Breaking news of farmer suicides is rare and there are good reasons for this. Farmers kill themselves in impoverished villages and amid destroyed crops, not in the heart of Delhi, at Jantar Mantar. Farmers ensure they are alone when they commit suicide, not in front of cameras waiting for VIPs to make speeches at a rally. They are declared brought dead hours later in a village health centre, not rushed to one of the best hospitals in the country. They are mourned by their widows, and their children; never by the administration, the politicians, and the police.
Gajendra Singh Rajput, the farmer who committed suicide at JantarMantar struck at the heart of urban India that has struggled long and successfully to forget the dark, desperate villages he represented. Politics has been about cultivating this forgetfulness so that we may never have to visit those places again. But when people from these dark villages walk into the bright cities and kill themselves, it is may be time to remember. The farmer who hung himself from the neem tree today could have been anyone of us; it is just that he stayed back with the land while we moved on.
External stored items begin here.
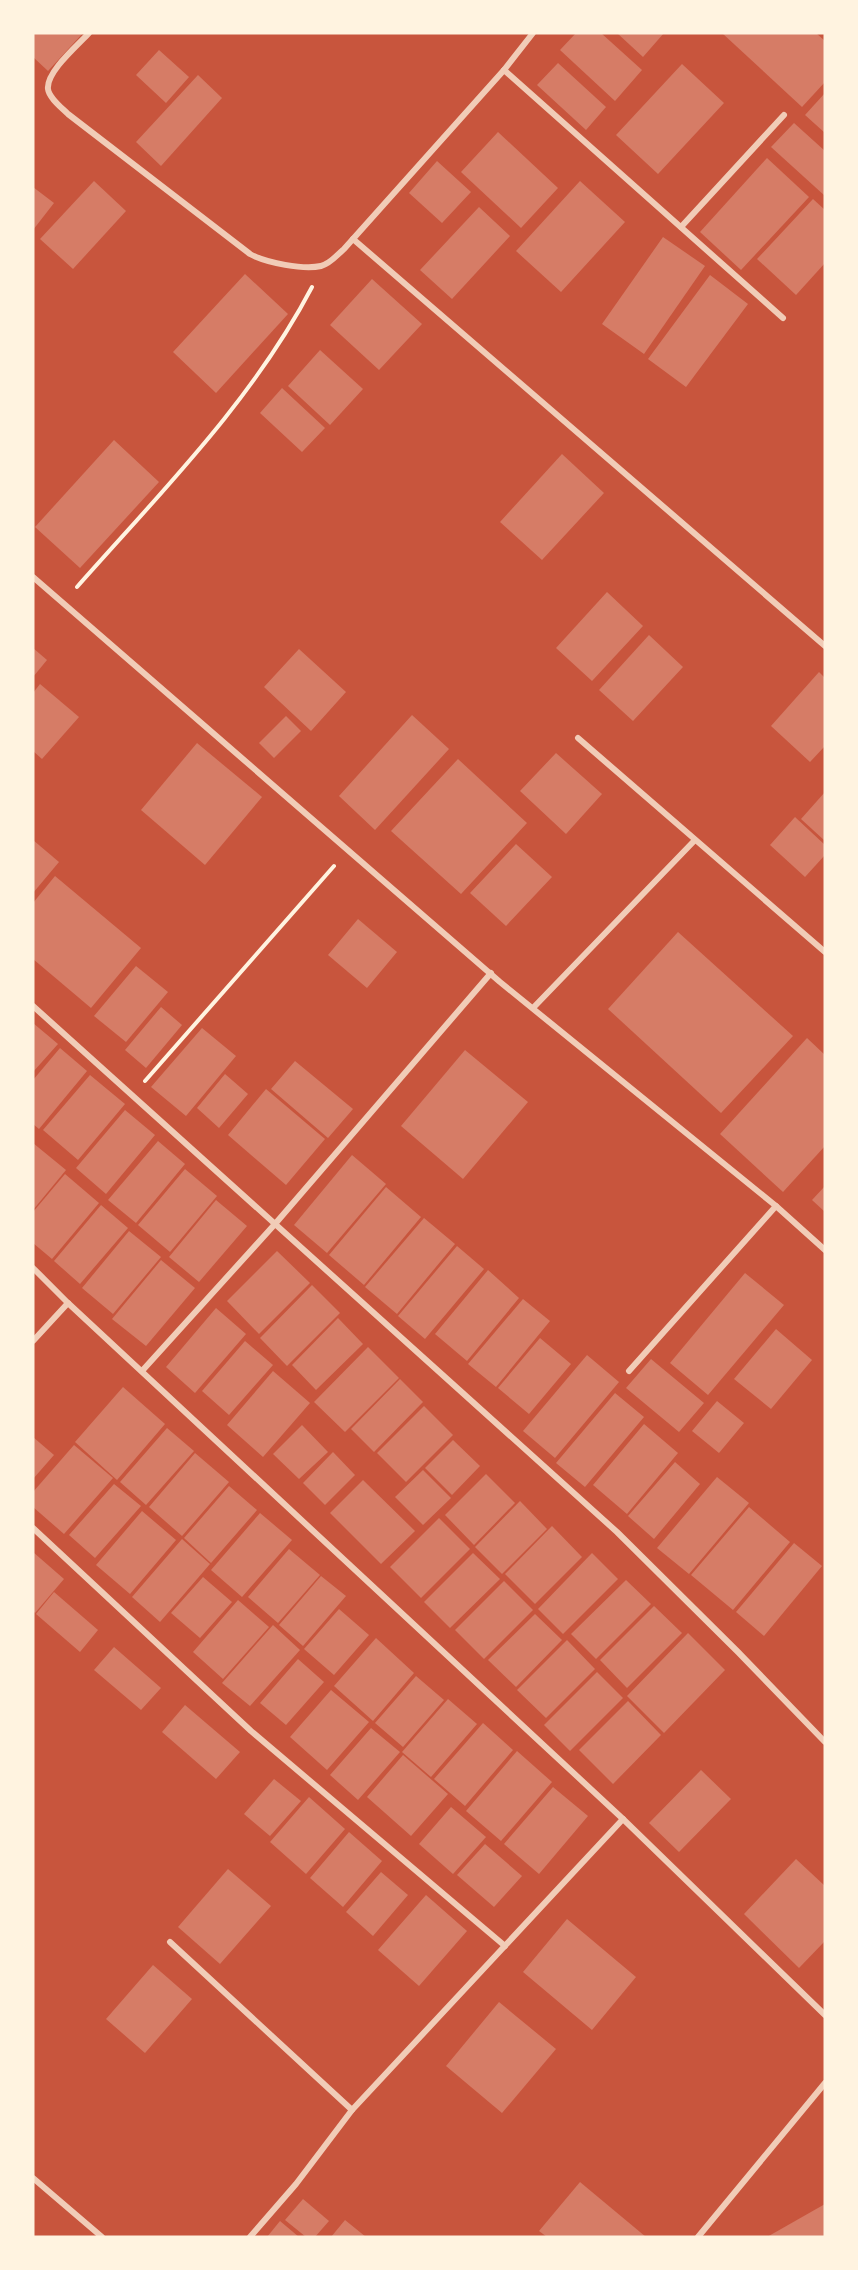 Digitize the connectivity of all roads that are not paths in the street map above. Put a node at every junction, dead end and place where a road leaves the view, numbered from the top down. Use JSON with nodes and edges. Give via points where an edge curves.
{"nodes":[{"id":1,"x":89,"y":33,"type":"edge"},
{"id":2,"x":533,"y":33,"type":"edge"},
{"id":3,"x":504,"y":70,"type":"junction"},
{"id":4,"x":784,"y":115,"type":"dead end"},
{"id":5,"x":681,"y":227,"type":"junction"},
{"id":6,"x":353,"y":239,"type":"junction"},
{"id":7,"x":783,"y":318,"type":"dead end"},
{"id":8,"x":33,"y":577,"type":"edge"},
{"id":9,"x":825,"y":646,"type":"edge"},
{"id":10,"x":578,"y":738,"type":"dead end"},
{"id":11,"x":695,"y":840,"type":"junction"},
{"id":12,"x":825,"y":952,"type":"edge"},
{"id":13,"x":491,"y":973,"type":"junction"},
{"id":14,"x":33,"y":1006,"type":"edge"},
{"id":15,"x":533,"y":1008,"type":"junction"},
{"id":16,"x":776,"y":1206,"type":"junction"},
{"id":17,"x":275,"y":1224,"type":"junction"},
{"id":18,"x":825,"y":1250,"type":"edge"},
{"id":19,"x":33,"y":1268,"type":"edge"},
{"id":20,"x":68,"y":1303,"type":"junction"},
{"id":21,"x":33,"y":1341,"type":"edge"},
{"id":22,"x":142,"y":1371,"type":"junction"},
{"id":23,"x":629,"y":1371,"type":"dead end"},
{"id":24,"x":33,"y":1528,"type":"edge"},
{"id":25,"x":825,"y":1742,"type":"edge"},
{"id":26,"x":623,"y":1819,"type":"junction"},
{"id":27,"x":170,"y":1942,"type":"dead end"},
{"id":28,"x":504,"y":1946,"type":"junction"},
{"id":29,"x":825,"y":2015,"type":"edge"},
{"id":30,"x":825,"y":2083,"type":"edge"},
{"id":31,"x":352,"y":2110,"type":"junction"},
{"id":32,"x":33,"y":2178,"type":"edge"},
{"id":33,"x":102,"y":2237,"type":"edge"},
{"id":34,"x":250,"y":2237,"type":"edge"},
{"id":35,"x":698,"y":2237,"type":"edge"}],
"edges":[{"from":1,"to":6,"type":"street","via":[[49,80],[51,97],[68,114],[250,254],[271,263],[313,267],[324,265]]},
{"from":2,"to":3,"type":"street"},
{"from":3,"to":5,"type":"street"},
{"from":3,"to":6,"type":"street"},
{"from":4,"to":5,"type":"street"},
{"from":5,"to":7,"type":"street"},
{"from":6,"to":9,"type":"street"},
{"from":8,"to":13,"type":"street"},
{"from":10,"to":11,"type":"street"},
{"from":11,"to":12,"type":"street"},
{"from":11,"to":15,"type":"street"},
{"from":13,"to":15,"type":"street"},
{"from":13,"to":17,"type":"street"},
{"from":14,"to":17,"type":"street"},
{"from":15,"to":16,"type":"street"},
{"from":16,"to":18,"type":"street"},
{"from":16,"to":23,"type":"street"},
{"from":17,"to":22,"type":"street"},
{"from":17,"to":25,"type":"street","via":[[616,1532]]},
{"from":19,"to":20,"type":"street"},
{"from":20,"to":21,"type":"street"},
{"from":20,"to":22,"type":"street"},
{"from":22,"to":26,"type":"street"},
{"from":24,"to":28,"type":"street","via":[[251,1731]]},
{"from":26,"to":28,"type":"street"},
{"from":26,"to":29,"type":"street"},
{"from":27,"to":31,"type":"street"},
{"from":28,"to":31,"type":"street"},
{"from":30,"to":35,"type":"street"},
{"from":31,"to":34,"type":"street"},
{"from":32,"to":33,"type":"street"}]}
Words dipped in sympathy, regrets for the "unfortunate" incident, shock at the "extreme" step, statements that mean nothing because they change nothing for others like Rajput, who may be ready to die. How cold runs the blood of those who know this and have let farmers die for decades? As cold as those who want fertile farmlands of the poor to be acquired by the rich? As cold as those who use the land bill as a tool to repackage their image? Or as cold as those who continued their pro-farmer speeches as a farmer hung himself to death amidst them?
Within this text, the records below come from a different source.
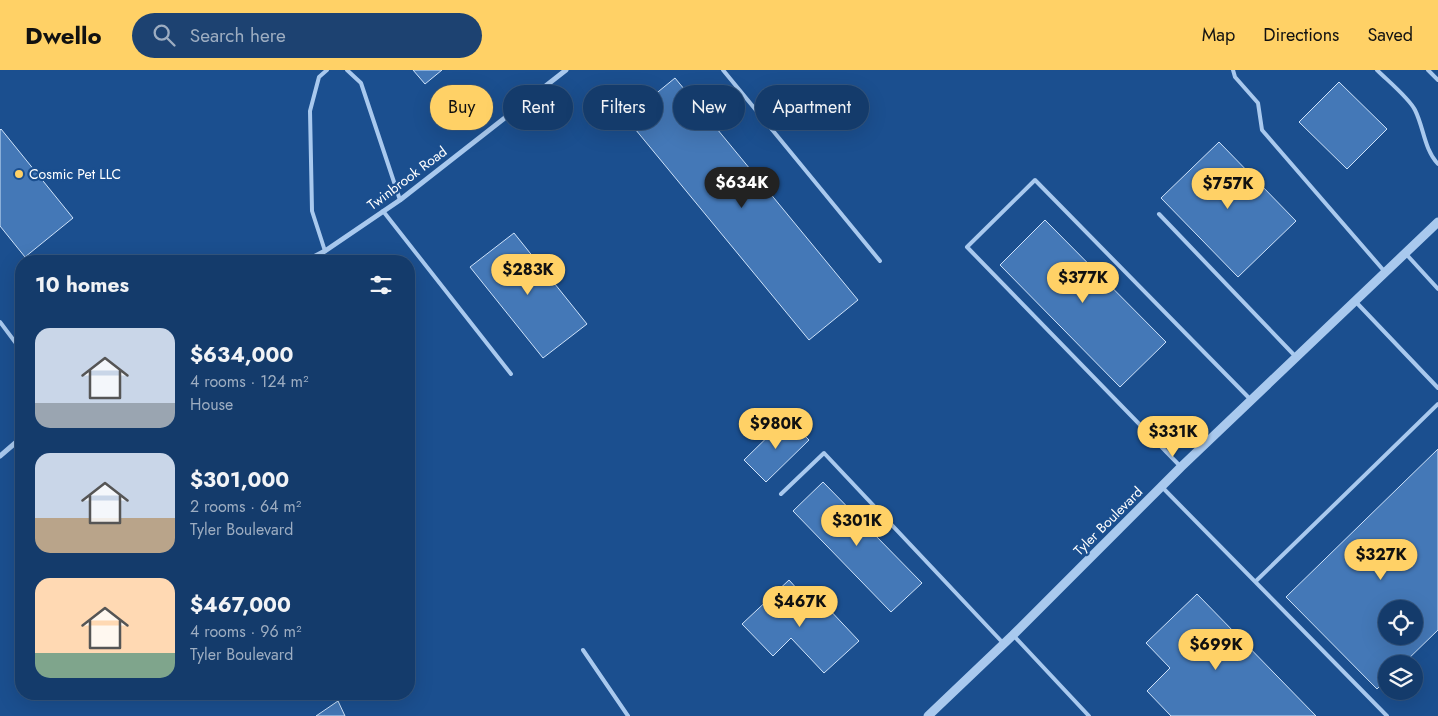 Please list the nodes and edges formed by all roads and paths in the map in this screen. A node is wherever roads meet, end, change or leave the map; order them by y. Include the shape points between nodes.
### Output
1 (327, 70) edge
2 (347, 70) edge
3 (566, 70) edge
4 (723, 70) edge
5 (1233, 70) edge
6 (1377, 70) edge
7 (1428, 70) edge
8 (1438, 80) edge
9 (1438, 164) edge
10 (400, 200) junction
11 (383, 211) junction
12 (1159, 214) dead end
13 (1438, 222) edge
14 (325, 251) junction
15 (1405, 254) junction
16 (317, 255) edge
17 (880, 261) dead end
18 (1385, 272) junction
19 (1438, 289) edge
20 (1355, 301) junction
21 (0, 322) edge
22 (15, 342) edge
23 (1296, 357) junction
24 (511, 374) dead end
25 (1438, 388) edge
26 (1251, 400) junction
27 (1438, 404) edge
28 (15, 443) edge
29 (0, 456) edge
30 (1181, 467) junction
31 (1162, 486) junction
32 (781, 494) dead end
33 (1256, 581) junction
34 (1013, 636) junction
35 (1004, 644) junction
36 (583, 650) dead end
37 (628, 716) edge
38 (928, 716) edge
39 (1089, 716) edge
40 (1387, 716) edge

1 - 14 lane via 318,76 310,111 312,211
2 - 10 lane via 361,84
3 - 10 street, Twinbrook Road
4 - 17 lane
5 - 18 lane via 1235,77 1258,103 1262,130
6 - 9 lane via 1414,107 1424,140
7 - 8 lane
10 - 11 street, Twinbrook Road
11 - 14 street, Twinbrook Road
11 - 24 lane
12 - 23 lane
13 - 15 street, Tyler Boulevard
14 - 16 street, Twinbrook Road
15 - 18 street, Tyler Boulevard
15 - 19 lane
18 - 20 street, Tyler Boulevard
20 - 23 street, Tyler Boulevard
20 - 25 lane
21 - 22 lane
23 - 26 street, Tyler Boulevard
26 - 30 street, Tyler Boulevard
26 - 30 lane via 1035,180 967,247
27 - 33 lane
28 - 29 street
30 - 31 street, Tyler Boulevard
31 - 33 lane
31 - 34 street, Tyler Boulevard
32 - 35 lane via 824,453
33 - 40 lane
34 - 35 street, Tyler Boulevard
34 - 39 lane
35 - 38 street, Tyler Boulevard
36 - 37 lane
Perhaps, a far more important question is whether these treacherously ambitious and unrelentingly wily people are who we are as a nation. It makes no difference to the farmer which party is in power, he is always burdened by loans he cannot repay, must cultivate crops he cannot sell, and believe in promises that won’t be kept. The elite living room battles about politics, leadership and poverty, cannot be fought out in homes with no living rooms.
So, really. What’s the point in asking why didn’t the Delhi chief minister rush to the farmer’s aid? Which political leader had rushed to any farmer’s aid in this nation? What’s the point in asking why the Prime Minister Modi favours the corporates in the Land Bill? Did anyone believe he would not? What’s the point in asking why the Congress failed to improve the lot of farmers? How many times must it fail for us to believe?
In the end, the AAP farmers’ rally today showcased why a farmer cannot survive in our system while a politician can. The politician survives by helping people forget the hopelessness of our farmers. So do what it takes to stay in limelight, criticise the media, criticise politics, criticise the police, or anyone else required. Just don’t leave the dais once you get there, because as they say in entertainment, the show must go on.